◆ What is being asked ◆
Each line of the data that includes the string "bridge" is to be copied out.

◆ Record set ◆

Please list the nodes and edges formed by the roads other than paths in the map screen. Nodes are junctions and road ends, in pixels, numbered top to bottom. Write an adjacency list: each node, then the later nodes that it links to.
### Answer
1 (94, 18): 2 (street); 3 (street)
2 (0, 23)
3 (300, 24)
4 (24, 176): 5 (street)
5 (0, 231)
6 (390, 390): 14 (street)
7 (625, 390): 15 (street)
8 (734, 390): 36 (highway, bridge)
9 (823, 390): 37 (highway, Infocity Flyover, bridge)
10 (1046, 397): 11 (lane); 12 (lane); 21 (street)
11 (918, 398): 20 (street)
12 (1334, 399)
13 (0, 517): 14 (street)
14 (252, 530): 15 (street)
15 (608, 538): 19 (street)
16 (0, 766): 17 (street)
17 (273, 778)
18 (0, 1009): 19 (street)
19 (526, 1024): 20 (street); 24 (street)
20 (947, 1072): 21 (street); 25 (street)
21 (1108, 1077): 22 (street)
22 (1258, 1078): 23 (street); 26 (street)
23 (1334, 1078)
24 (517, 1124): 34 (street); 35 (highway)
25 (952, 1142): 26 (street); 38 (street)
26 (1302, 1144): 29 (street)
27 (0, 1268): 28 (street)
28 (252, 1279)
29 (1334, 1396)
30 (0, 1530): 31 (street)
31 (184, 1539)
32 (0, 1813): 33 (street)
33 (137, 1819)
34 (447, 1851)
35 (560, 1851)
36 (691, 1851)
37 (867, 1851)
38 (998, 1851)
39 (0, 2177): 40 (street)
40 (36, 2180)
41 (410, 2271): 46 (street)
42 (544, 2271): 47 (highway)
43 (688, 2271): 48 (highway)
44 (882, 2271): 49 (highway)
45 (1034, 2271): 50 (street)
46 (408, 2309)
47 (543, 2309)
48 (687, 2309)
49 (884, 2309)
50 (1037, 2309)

◆ Exercise output ◆
8 (734, 390): 36 (highway, bridge)
9 (823, 390): 37 (highway, Infocity Flyover, bridge)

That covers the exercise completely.